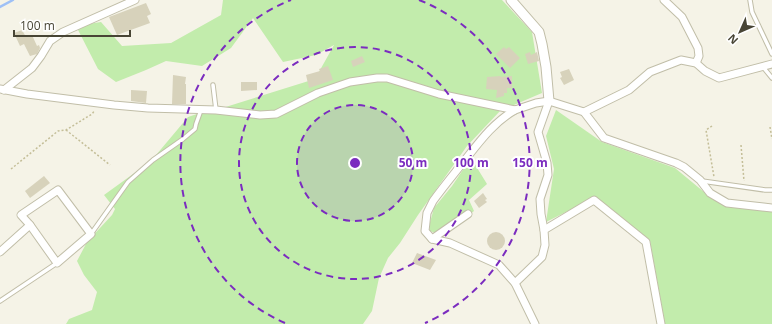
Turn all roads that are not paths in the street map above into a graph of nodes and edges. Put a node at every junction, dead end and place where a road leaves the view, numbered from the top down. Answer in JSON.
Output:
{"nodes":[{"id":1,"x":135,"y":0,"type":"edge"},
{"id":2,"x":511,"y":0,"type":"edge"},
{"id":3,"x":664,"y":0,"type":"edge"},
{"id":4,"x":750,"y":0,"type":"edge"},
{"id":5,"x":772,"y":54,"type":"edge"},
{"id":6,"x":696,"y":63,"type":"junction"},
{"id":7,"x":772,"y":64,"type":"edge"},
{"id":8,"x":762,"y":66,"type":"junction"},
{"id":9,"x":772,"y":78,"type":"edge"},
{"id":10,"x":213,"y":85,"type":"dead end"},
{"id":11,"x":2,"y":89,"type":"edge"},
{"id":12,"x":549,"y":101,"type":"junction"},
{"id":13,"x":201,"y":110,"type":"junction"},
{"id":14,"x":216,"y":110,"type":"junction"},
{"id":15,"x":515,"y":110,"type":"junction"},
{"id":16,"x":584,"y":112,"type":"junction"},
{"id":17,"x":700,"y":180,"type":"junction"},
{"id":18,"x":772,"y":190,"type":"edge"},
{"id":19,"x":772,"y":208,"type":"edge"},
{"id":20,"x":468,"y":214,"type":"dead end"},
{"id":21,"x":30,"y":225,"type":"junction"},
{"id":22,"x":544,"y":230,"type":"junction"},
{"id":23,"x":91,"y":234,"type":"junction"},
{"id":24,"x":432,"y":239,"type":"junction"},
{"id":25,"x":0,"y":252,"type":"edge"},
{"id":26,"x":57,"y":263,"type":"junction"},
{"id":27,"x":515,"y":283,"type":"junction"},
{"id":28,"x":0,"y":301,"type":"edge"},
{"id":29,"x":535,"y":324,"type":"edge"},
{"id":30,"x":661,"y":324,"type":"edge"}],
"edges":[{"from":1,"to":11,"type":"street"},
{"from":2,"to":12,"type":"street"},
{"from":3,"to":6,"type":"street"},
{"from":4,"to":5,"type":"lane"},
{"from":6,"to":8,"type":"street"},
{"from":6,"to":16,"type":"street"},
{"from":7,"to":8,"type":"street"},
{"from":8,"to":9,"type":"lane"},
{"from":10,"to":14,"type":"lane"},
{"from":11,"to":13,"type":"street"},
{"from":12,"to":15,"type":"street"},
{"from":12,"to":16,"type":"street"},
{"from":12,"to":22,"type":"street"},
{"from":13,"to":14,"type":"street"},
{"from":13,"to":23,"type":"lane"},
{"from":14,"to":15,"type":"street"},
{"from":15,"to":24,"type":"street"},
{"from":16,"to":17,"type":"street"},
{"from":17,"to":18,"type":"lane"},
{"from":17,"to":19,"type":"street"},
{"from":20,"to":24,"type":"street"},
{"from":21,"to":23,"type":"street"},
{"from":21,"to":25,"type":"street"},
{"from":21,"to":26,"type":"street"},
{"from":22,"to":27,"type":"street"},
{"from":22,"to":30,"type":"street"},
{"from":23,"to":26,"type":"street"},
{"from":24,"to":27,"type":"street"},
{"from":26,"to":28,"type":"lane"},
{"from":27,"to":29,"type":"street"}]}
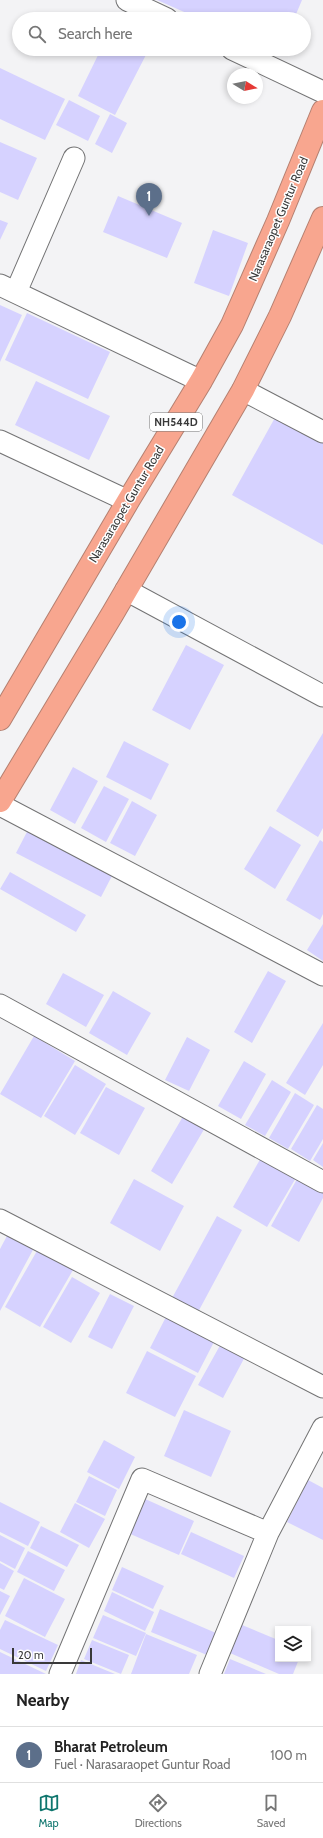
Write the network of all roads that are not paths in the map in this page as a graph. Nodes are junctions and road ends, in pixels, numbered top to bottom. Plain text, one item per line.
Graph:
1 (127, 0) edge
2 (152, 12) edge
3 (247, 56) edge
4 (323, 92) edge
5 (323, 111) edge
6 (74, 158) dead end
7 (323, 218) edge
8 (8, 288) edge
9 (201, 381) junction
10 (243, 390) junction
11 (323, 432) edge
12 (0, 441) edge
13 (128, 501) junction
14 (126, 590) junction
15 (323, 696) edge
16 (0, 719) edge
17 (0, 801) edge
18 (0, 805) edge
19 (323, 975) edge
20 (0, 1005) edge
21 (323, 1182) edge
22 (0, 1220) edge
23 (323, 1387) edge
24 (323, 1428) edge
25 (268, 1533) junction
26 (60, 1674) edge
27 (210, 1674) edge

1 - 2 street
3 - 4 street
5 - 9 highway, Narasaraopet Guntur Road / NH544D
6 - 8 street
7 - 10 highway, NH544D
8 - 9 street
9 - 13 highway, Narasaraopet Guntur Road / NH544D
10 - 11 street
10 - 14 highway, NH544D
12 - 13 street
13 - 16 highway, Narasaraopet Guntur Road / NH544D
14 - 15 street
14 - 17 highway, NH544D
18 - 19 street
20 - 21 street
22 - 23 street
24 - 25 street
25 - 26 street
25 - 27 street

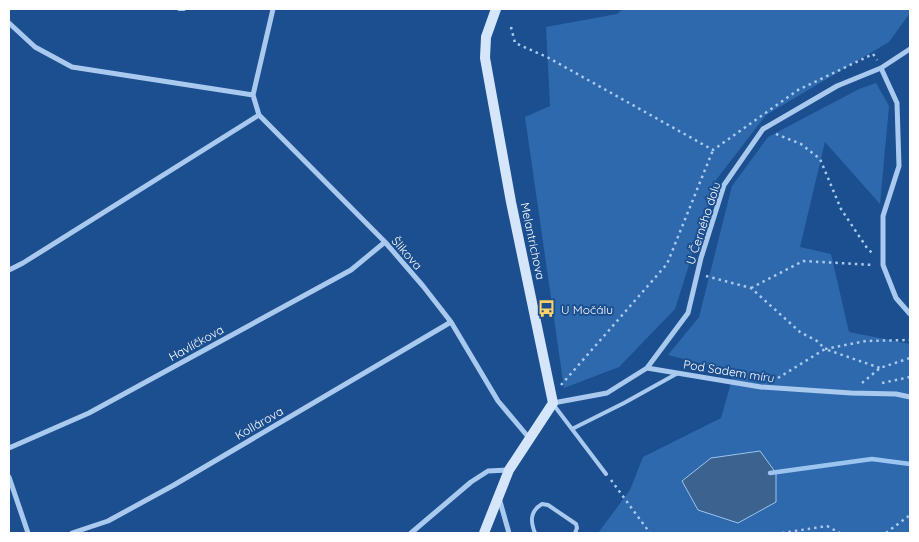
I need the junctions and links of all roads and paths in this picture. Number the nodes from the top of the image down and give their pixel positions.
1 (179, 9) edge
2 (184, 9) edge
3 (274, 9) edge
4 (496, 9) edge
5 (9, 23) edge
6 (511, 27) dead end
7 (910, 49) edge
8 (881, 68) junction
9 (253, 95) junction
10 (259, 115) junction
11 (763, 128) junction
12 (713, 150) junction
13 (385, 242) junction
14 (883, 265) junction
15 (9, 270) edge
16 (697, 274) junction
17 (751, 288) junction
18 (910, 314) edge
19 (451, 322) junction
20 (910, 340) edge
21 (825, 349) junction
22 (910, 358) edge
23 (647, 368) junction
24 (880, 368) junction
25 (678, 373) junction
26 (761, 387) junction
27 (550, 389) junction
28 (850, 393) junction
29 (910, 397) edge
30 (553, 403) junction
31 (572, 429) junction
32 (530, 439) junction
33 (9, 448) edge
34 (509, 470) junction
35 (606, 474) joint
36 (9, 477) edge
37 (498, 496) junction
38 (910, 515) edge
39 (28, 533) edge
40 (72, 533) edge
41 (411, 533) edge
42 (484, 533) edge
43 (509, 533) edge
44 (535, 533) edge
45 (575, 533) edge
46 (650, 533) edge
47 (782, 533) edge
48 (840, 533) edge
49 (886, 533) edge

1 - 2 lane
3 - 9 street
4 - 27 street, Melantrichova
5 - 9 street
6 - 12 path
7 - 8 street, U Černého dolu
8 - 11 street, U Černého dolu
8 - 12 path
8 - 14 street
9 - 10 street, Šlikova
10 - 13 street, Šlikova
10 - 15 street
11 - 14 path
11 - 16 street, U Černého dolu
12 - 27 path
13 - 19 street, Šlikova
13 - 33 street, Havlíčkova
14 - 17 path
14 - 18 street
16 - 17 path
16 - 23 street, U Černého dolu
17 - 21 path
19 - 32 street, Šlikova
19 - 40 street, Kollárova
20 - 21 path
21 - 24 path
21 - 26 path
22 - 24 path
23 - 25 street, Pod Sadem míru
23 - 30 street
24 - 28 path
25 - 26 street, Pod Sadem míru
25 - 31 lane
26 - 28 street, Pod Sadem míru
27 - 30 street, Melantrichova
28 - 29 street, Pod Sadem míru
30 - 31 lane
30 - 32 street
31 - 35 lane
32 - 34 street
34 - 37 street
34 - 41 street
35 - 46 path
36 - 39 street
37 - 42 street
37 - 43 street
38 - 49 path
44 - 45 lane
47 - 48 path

------------------------------------------------------------

# EXERCISE PROMPT:
Copy out the lines above with "Šlikova" in them.

# THE ANSWER:
9 - 10 street, Šlikova
10 - 13 street, Šlikova
13 - 19 street, Šlikova
19 - 32 street, Šlikova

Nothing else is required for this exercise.